Закон тридцатого. Люська - Туричин Илья Афроимович. Страница 22

«Не даст», — подумал Костя. И сказал:

— Александр Афанасьевич, вы меня знаете. Я такое достать могу, чего другой и не сыщет.

— Знаю, Костя, знаю. Любитель ты настоящий. Знаток. Ну что ж, покажи, что принес. Посмотрим, посмотрим…

Костя небрежно достал из внутреннего кармана пальто кляссеры, положил на стол.

Александр Афанасьевич потер сухонькие ручки, будто гурман, собирающийся сытно, с удовольствием поесть. Открыл один из кляссеров, бегло осмотрел марки. Лицо его оставалось таким же сморщенным и скучным, только в глазах вспыхнул и тотчас погас огонек.

— Ну что ж, ну что ж… Ничего, ничего. Хотя особо редкого ничего нет, — забормотал он, косясь на Костю.

Костя не ответил, подумал: «Старая лиса».

Александр Афанасьевич открыл второй кляссер.

— Это я получил два года назад из Чили, — сказал спокойно Костя. — А эти из Австралии.

— Географию легко было учить, — пробормотал Александр Афанасьевич.

Костя кивнул.

— И сколько ты за все это хочешь?

— Сто рублей.

— Старыми?

— Новыми.

Лицо Александра Афанасьевича сморщилось еще больше, словно почувствовал он внезапную невыносимую зубную боль.

Косте даже показалось, что он застонал.

— Побойся бога, Костя!

— Бога нет, Александр Афанасьевич. А покупатели есть, — веско сказал Костя. — И не один. Сами понимаете, марки редкие. Я потому к вам зашел, что вы — настоящий любитель, тонкий знаток.
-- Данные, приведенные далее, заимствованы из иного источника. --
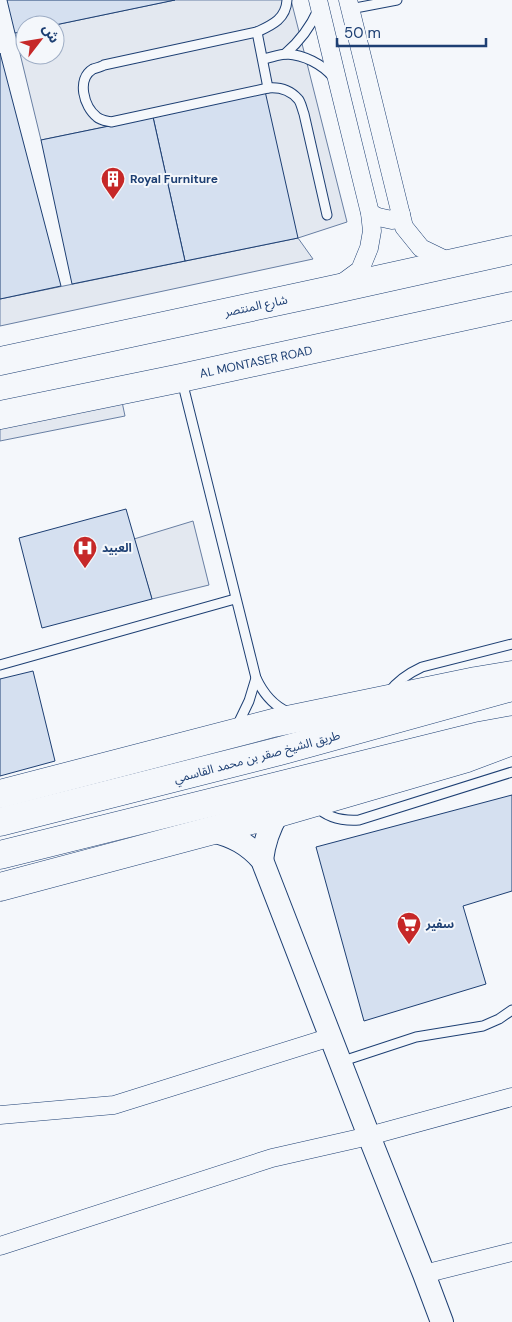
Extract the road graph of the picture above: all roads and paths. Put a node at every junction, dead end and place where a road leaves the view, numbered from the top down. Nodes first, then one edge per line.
1 (287, 0) edge
2 (397, 0) edge
3 (319, 2) edge
4 (349, 5) edge
5 (257, 32) junction
6 (285, 54) junction
7 (263, 59) junction
8 (338, 83) junction
9 (268, 88) junction
10 (370, 212) junction
11 (401, 214) junction
12 (326, 215) dead end
13 (512, 250) edge
14 (452, 264) junction
15 (331, 290) junction
16 (512, 306) edge
17 (0, 361) edge
18 (181, 378) junction
19 (0, 415) edge
20 (235, 599) junction
21 (512, 644) edge
22 (0, 665) edge
23 (512, 675) edge
24 (256, 678) junction
25 (512, 687) edge
26 (384, 700) junction
27 (302, 717) junction
28 (512, 730) edge
29 (232, 734) junction
30 (512, 741) edge
31 (512, 772) edge
32 (0, 794) edge
33 (312, 803) junction
34 (278, 813) junction
35 (0, 822) edge
36 (212, 831) junction
37 (0, 855) edge
38 (262, 860) junction
39 (0, 888) edge
40 (512, 1010) edge
41 (330, 1037) junction
42 (340, 1062) junction
43 (512, 1097) edge
44 (0, 1114) edge
45 (369, 1136) junction
46 (0, 1246) edge
47 (512, 1252) edge
48 (424, 1274) junction
49 (442, 1322) edge

1 - 5 lane
2 - 4 lane
3 - 6 lane
3 - 8 street
4 - 11 street
5 - 7 lane
5 - 9 lane
6 - 7 lane
6 - 8 lane
7 - 9 lane
8 - 10 street
9 - 12 lane
10 - 11 street
10 - 15 street
11 - 14 street
13 - 14 main road, شارع المنتصر
14 - 15 main road, شارع المنتصر
15 - 17 main road, شارع المنتصر
16 - 18 main road, AL MONTASER ROAD
18 - 19 main road, AL MONTASER ROAD
18 - 20 lane
20 - 22 lane
20 - 24 lane
21 - 26 lane
23 - 26 main road
24 - 27 lane
24 - 29 lane
25 - 35 main road, طريق الشيخ صقر بن محمد القاسمي
26 - 27 main road
27 - 29 main road
28 - 37 main road
29 - 32 main road
30 - 33 main road
31 - 33 lane
33 - 34 main road
34 - 36 main road
34 - 38 street
36 - 38 street
36 - 39 main road
38 - 41 street
40 - 42 lane
41 - 42 street
41 - 44 street
42 - 45 street
43 - 45 street
45 - 46 street
45 - 48 street
47 - 48 street
48 - 49 street

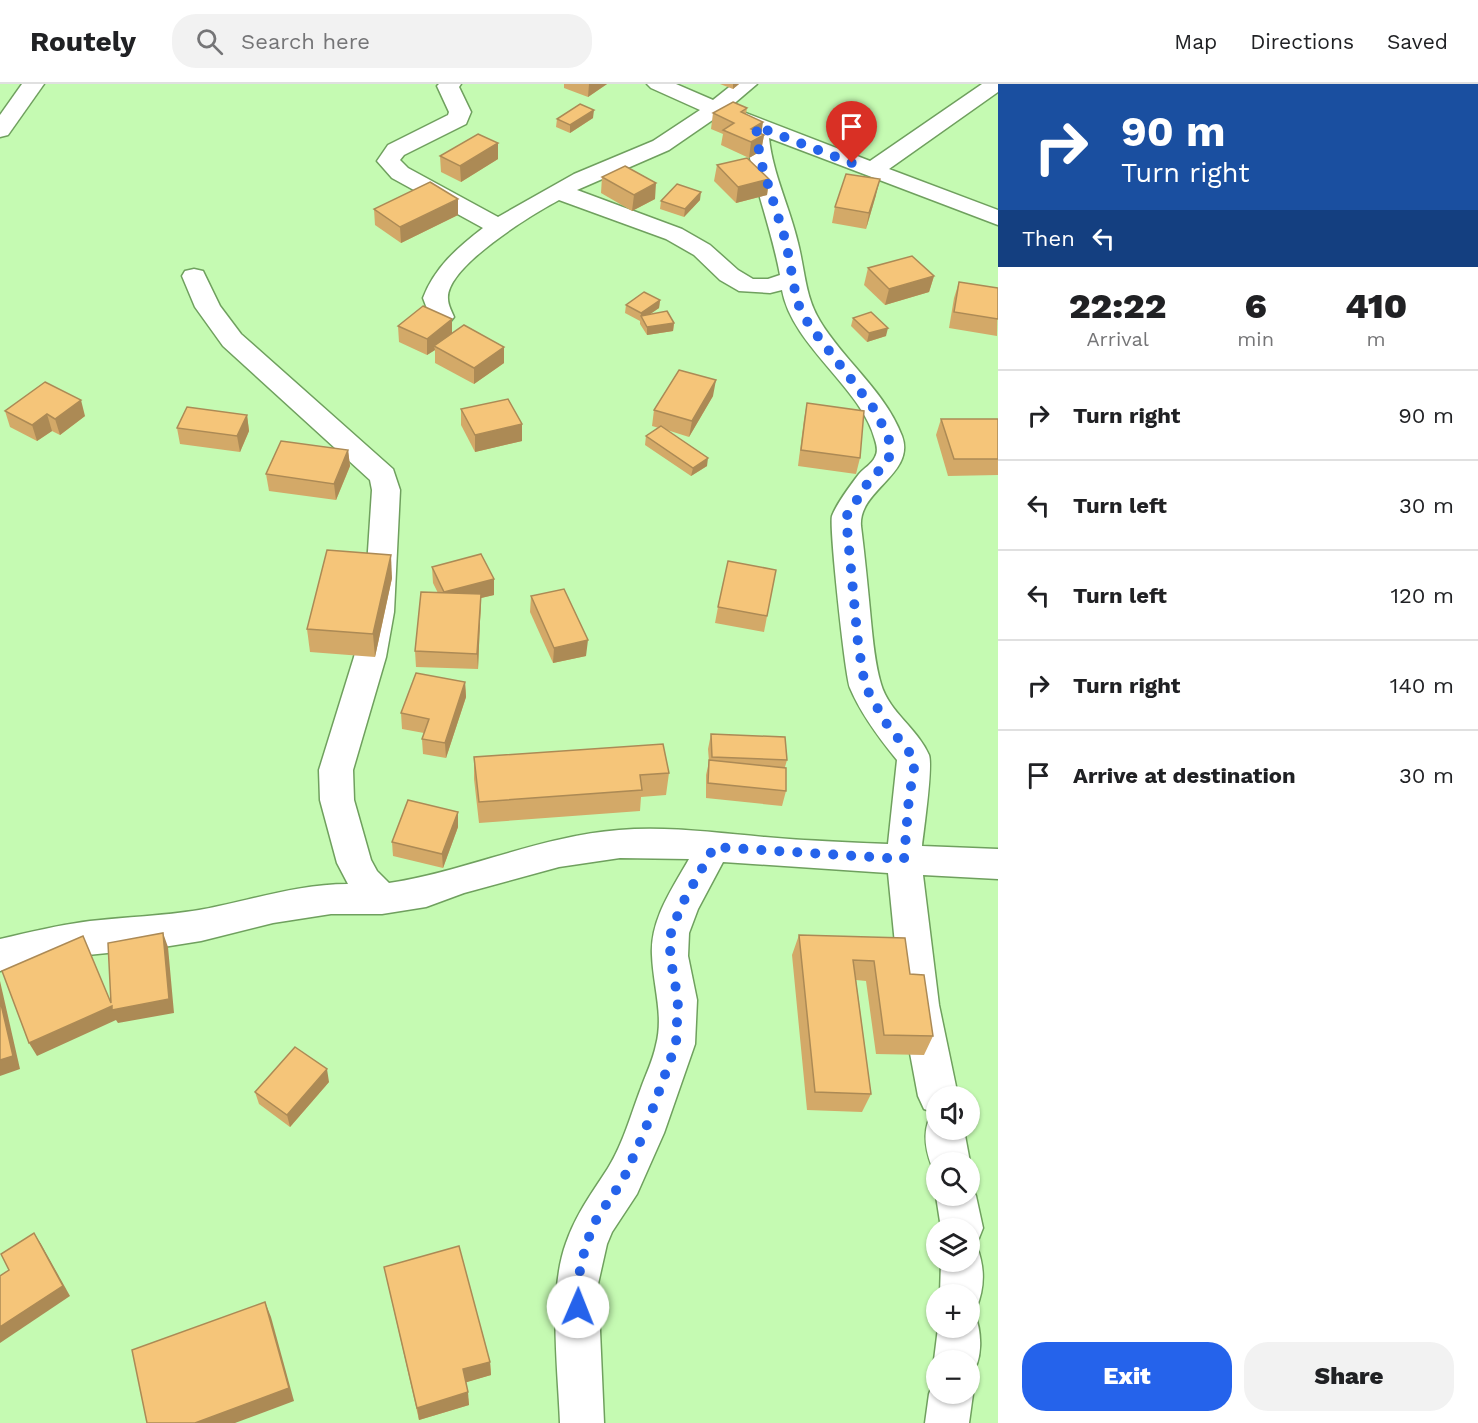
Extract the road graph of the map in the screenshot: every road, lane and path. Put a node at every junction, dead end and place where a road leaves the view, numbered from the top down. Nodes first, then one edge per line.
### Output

А марочки редкие.

— Дорого, дорого…

— Дешевле не достанете.

— Нет, нет, дорого… — сказал Александр Афанасьевич, не выпуская из рук кляссеры и не сводя сожалеющего взгляда с марок.

— Как хотите, — откликнулся Костя и лениво потянулся за кляссерами.

Но Александр Афанасьевич не отдавал их.

— Дорого, дорого, этак и разориться можно. Потом на хлеб не хватит. Я ведь старик, на пенсию живу, — бормотал он.

— Дешевле не отдам, — сказал Костя грубо. — Хотите — берите, хотите — нет.

— А если не сразу, в рассрочку, так сказать…

— Тугрики на бочку, — нахмурился Костя. — Мне наличные нужны. И сегодня, сейчас. Иначе и продавать бы не стал. Сам теряю. Ведь вы ж, Александр Афанасьевич, цены знаете!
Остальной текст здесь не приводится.